For their third straight series, the Dodgers had their third game last 12 innings. But after winning against Philadelphia and New York, the Dodgers were on the wrong side of the ledger on Wednesday, with old friend Rafael Furcal delivering the fatal blow in the Cardinals' 3-2 win.
Furcal blooped a single into left field with two outs in the 12th inning, and before defensive specialist Tony Gwynn Jr. could throw out pitcher and pinch runner Joe Kelly at the plate the ball went under Gwynn's glove, ensuring the second straight loss for the Dodgers.

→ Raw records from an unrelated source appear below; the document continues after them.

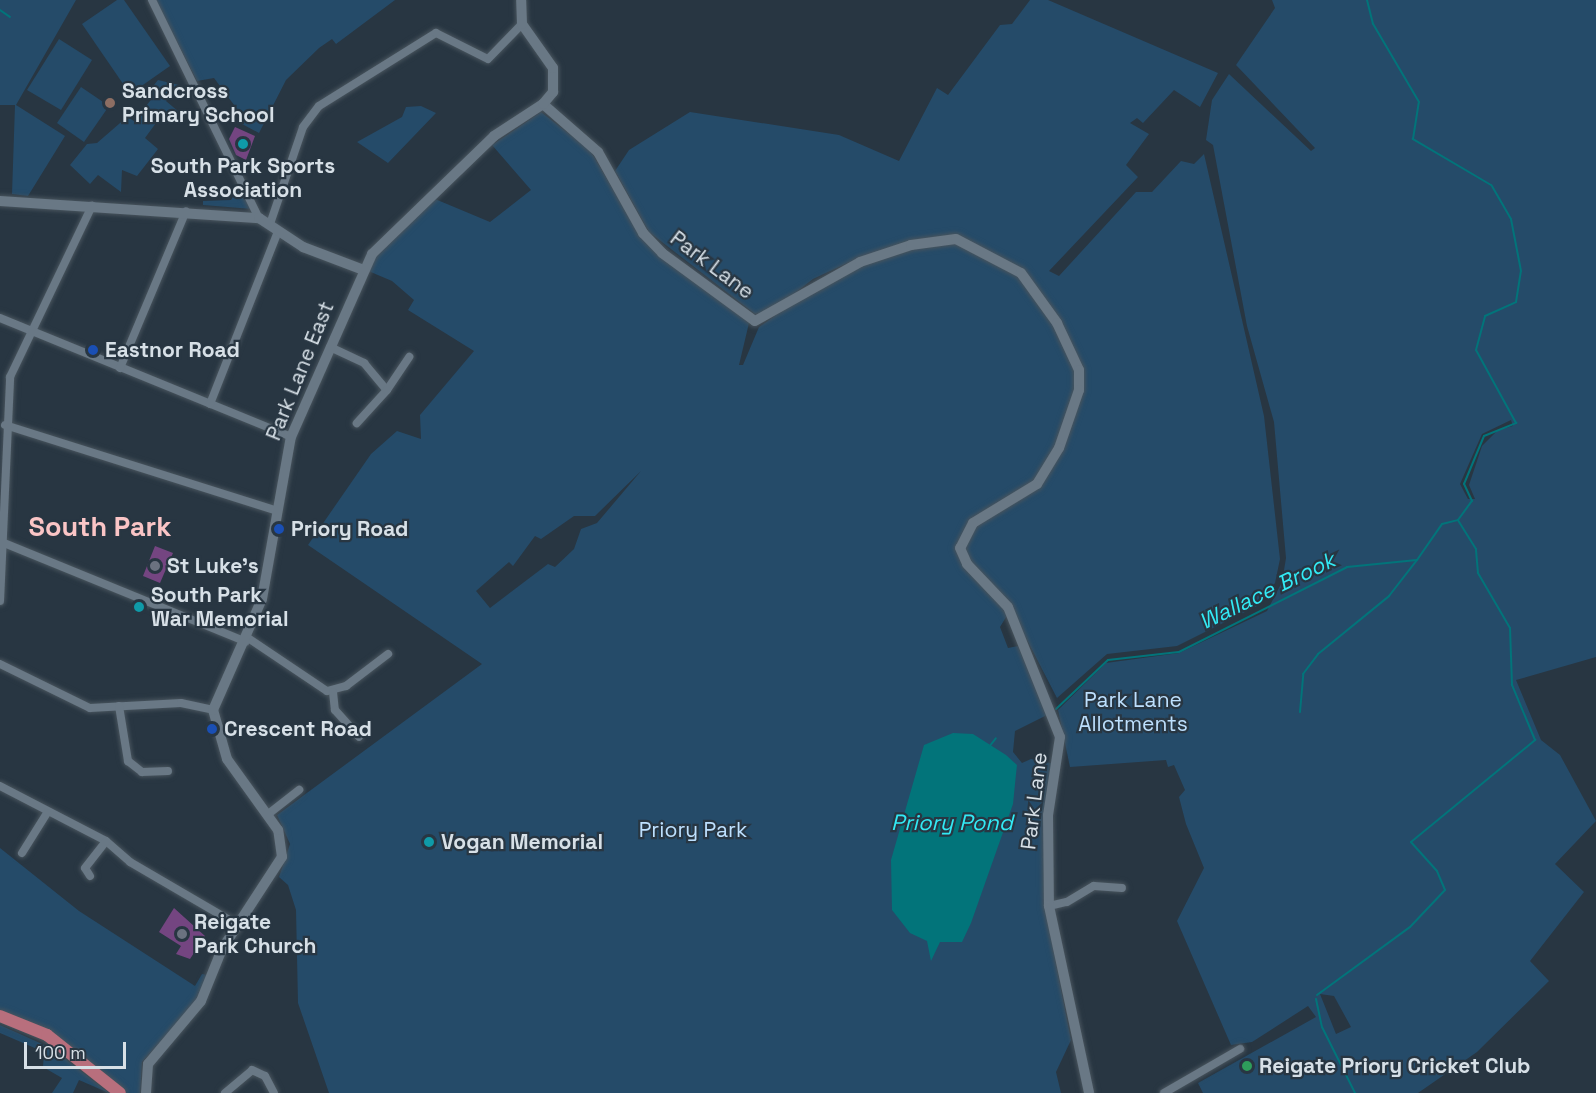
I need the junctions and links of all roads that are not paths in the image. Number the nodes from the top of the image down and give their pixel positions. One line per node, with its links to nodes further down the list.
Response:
1 (152, 0): 8 (street)
2 (521, 0): 3 (street)
3 (522, 24): 4 (street); 9 (street)
4 (543, 105): 10 (street, Park Lane East); 40 (street, Park Lane)
5 (0, 201): 6 (street)
6 (92, 206): 7 (street); 12 (street)
7 (186, 211): 8 (street); 15 (street)
8 (259, 218): 9 (street)
9 (274, 228): 10 (street); 17 (street)
10 (361, 269): 13 (street, Park Lane East)
11 (0, 318): 12 (street)
12 (30, 331): 15 (street); 19 (street)
13 (330, 347): 16 (street); 20 (street, Park Lane East)
14 (409, 357): 16 (street)
15 (120, 369): 17 (street)
16 (387, 390): 18 (street)
17 (210, 404): 20 (street)
18 (357, 423)
19 (5, 425): 21 (street); 22 (street)
20 (291, 437): 21 (street, Park Lane East)
21 (275, 510): 24 (street, Park Lane East)
22 (3, 540): 23 (street); 24 (street)
23 (0, 601)
24 (247, 640): 27 (street); 29 (street, Park Lane East)
25 (388, 654): 27 (street)
26 (0, 664): 28 (street)
27 (333, 692): 30 (street)
28 (119, 706): 29 (street); 31 (street)
29 (213, 710): 35 (street)
30 (359, 737)
31 (168, 771)
32 (0, 786): 34 (street)
33 (299, 790): 35 (street)
34 (46, 813): 36 (street); 37 (street)
35 (267, 815): 41 (street)
36 (106, 841): 38 (street); 41 (street)
37 (22, 853)
38 (84, 871)
39 (1122, 888): 40 (street)
40 (1049, 906): 48 (street, Park Lane)
41 (238, 925): 45 (street)
42 (0, 1017): 44 (main road)
43 (1240, 1049): 49 (street)
44 (120, 1093)
45 (146, 1093)
46 (225, 1093): 47 (street)
47 (274, 1093)
48 (1089, 1093)
49 (1164, 1093)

Hanley Ramirez scored the first run of the game in his first game as a Dodger, and he drove in the other.
Ramirez in his first at-bat as a Dodger hit the first pitch he saw directly into the hot St. Louis sky. When it came down, out of the reach of Jon Jay in center field, Ramirez had an easy triple with one out. James Loney followed with a fly ball to right field for a sacrifice fly and a 1-0 lead.
By tripling in the second inning, Ramirez became the first player with a three-bagger in his first plate appearance as a Dodger since Tyler Houston on July 26, 2002, one day shy of exactly 10 years ago, per the KCAL broadcast.
St. Louis responded with a walk and single to open their half of the second inning, putting runners at the corners, and the Cardinals tied the score at 1-1 with a ground ball double play.
Freese was more productive in his second at-bat, with a leadoff double to right field in the fifth inning. He advanced to third on a ground out, then scored on a sacrifice fly by pitcher Kyle Lohse for a 2-1 Cardinals lead.
The Dodgers put runners on third base in both the fourth and fifth innings with two outs, but a pair of balls hit to second base, by Loney and Bobby Abreu, respectively.
A double by Mark Ellis to open the sixth gave the Dodgers a runner in scoring position for a third straight inning, and two outs later Ramirez cashed him in with a ground ball single to center to tie the game at 2-2.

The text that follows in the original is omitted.